§ About this exercise:
Go through the records, and copy each line in which the string "dead" is present.
BEGIN Source material
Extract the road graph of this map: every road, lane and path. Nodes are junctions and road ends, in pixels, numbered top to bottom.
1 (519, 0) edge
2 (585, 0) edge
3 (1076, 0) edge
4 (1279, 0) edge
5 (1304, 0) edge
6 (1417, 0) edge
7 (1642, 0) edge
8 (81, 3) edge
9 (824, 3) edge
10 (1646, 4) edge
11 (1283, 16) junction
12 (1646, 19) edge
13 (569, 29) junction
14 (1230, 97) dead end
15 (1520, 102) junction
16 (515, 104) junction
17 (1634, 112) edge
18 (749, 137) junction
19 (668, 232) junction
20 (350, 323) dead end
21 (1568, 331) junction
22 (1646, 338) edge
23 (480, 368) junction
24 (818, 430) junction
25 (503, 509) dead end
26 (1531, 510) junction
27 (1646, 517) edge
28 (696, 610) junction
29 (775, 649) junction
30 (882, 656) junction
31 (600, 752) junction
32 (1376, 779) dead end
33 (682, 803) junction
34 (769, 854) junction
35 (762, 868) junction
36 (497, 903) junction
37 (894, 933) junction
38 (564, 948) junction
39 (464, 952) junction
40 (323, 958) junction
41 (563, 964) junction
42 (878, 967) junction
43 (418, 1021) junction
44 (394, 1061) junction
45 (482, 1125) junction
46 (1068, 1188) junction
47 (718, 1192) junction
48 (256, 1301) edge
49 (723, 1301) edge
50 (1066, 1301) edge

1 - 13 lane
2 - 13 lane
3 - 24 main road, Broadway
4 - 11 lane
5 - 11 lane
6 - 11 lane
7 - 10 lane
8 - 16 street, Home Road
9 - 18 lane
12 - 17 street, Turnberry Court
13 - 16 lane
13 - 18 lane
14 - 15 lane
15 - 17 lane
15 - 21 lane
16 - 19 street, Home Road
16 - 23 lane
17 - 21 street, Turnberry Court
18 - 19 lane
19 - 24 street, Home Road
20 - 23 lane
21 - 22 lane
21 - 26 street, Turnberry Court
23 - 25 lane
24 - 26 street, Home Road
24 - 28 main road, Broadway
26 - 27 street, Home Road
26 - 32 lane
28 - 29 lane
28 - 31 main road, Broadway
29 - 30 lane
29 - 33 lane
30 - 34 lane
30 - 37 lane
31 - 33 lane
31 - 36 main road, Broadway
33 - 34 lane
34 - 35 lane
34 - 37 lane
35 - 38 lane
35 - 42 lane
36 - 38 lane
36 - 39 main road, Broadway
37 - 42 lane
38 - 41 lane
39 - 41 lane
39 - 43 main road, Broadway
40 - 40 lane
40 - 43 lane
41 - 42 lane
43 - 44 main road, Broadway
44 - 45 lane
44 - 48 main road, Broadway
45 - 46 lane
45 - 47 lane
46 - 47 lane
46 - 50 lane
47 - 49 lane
END Source material
§ Completed exercise:
14 (1230, 97) dead end
20 (350, 323) dead end
25 (503, 509) dead end
32 (1376, 779) dead end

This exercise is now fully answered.